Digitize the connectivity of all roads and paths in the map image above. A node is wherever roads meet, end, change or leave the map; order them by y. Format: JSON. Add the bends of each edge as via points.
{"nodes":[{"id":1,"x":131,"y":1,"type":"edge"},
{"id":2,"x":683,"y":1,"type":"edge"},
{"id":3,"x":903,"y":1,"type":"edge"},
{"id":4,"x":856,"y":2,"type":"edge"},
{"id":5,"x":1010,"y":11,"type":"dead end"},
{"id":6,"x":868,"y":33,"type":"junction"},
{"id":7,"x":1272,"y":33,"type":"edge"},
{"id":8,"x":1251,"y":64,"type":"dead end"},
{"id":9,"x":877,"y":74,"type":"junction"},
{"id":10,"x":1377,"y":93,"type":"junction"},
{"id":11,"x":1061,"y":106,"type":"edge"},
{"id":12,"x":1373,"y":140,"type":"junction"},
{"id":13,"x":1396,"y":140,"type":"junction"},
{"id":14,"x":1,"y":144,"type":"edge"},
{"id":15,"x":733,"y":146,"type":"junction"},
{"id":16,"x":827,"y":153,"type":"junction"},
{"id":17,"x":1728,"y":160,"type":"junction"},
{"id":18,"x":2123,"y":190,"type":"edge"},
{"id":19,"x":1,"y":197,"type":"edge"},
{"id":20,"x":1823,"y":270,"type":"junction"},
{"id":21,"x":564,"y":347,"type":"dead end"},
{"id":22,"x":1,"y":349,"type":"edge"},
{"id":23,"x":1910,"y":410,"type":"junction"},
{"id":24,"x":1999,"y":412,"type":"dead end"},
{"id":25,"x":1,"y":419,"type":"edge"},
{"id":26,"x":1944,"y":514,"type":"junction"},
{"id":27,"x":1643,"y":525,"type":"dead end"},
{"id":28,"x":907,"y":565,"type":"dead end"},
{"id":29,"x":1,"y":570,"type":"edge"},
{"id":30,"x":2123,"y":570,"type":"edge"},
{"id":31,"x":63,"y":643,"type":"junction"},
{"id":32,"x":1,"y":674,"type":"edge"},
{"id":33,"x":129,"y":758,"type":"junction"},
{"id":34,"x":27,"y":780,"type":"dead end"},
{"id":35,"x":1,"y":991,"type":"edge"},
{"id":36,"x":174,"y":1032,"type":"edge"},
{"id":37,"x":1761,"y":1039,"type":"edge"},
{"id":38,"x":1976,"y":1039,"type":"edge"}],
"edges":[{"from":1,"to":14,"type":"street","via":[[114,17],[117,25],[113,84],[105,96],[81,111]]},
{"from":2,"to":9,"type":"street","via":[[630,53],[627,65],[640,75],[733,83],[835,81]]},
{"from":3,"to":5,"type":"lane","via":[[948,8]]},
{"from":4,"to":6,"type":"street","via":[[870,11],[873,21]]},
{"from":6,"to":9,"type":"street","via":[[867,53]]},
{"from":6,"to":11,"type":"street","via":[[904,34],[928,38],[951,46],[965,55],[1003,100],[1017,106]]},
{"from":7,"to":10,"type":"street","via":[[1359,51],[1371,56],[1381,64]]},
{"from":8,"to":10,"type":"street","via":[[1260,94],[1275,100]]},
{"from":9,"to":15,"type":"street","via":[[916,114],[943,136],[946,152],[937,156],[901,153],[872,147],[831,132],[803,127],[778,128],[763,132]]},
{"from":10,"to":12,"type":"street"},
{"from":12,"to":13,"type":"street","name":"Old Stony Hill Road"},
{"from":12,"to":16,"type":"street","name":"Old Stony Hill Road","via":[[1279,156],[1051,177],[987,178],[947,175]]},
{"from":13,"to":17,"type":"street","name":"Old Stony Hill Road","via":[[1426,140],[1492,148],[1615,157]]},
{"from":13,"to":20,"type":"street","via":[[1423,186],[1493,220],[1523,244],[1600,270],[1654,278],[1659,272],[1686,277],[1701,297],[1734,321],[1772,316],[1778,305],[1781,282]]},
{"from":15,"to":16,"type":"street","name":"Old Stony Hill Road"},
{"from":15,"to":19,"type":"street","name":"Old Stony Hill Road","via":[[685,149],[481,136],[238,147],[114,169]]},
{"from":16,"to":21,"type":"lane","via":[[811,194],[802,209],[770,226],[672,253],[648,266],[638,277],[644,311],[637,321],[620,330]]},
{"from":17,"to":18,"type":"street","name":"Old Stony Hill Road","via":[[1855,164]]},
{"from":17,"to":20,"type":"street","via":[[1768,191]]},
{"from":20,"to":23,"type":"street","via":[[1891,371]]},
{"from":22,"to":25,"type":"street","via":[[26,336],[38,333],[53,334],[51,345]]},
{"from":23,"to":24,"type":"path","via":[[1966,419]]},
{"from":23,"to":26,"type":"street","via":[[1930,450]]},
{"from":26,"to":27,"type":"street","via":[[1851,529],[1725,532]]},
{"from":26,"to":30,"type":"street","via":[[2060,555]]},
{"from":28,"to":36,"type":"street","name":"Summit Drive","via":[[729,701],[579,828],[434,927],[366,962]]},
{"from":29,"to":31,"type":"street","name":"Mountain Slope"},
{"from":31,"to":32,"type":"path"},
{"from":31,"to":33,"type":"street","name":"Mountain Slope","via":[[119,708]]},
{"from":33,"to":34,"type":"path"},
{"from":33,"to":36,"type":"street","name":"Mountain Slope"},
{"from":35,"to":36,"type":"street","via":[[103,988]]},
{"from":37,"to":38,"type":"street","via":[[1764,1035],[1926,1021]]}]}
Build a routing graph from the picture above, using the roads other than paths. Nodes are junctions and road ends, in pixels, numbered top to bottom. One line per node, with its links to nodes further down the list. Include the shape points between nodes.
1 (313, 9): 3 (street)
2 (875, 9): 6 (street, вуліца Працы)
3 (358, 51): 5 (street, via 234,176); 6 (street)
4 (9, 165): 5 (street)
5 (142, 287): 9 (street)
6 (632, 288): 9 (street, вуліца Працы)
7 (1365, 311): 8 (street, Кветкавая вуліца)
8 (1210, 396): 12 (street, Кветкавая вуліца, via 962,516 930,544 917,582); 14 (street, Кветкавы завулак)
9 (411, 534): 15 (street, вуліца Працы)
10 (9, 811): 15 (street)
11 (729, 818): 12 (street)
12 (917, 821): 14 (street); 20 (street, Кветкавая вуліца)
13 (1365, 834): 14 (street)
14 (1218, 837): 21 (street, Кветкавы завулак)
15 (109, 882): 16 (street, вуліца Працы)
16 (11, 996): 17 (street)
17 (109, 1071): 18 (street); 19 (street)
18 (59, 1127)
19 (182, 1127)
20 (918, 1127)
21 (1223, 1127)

▬▬▬▬▬▬▬▬▬▬

Among the lines above, return each one holding the string "dead".

Solution to this exercise »
{"id":5,"x":1010,"y":11,"type":"dead end"},
{"id":8,"x":1251,"y":64,"type":"dead end"},
{"id":21,"x":564,"y":347,"type":"dead end"},
{"id":24,"x":1999,"y":412,"type":"dead end"},
{"id":27,"x":1643,"y":525,"type":"dead end"},
{"id":28,"x":907,"y":565,"type":"dead end"},
{"id":34,"x":27,"y":780,"type":"dead end"},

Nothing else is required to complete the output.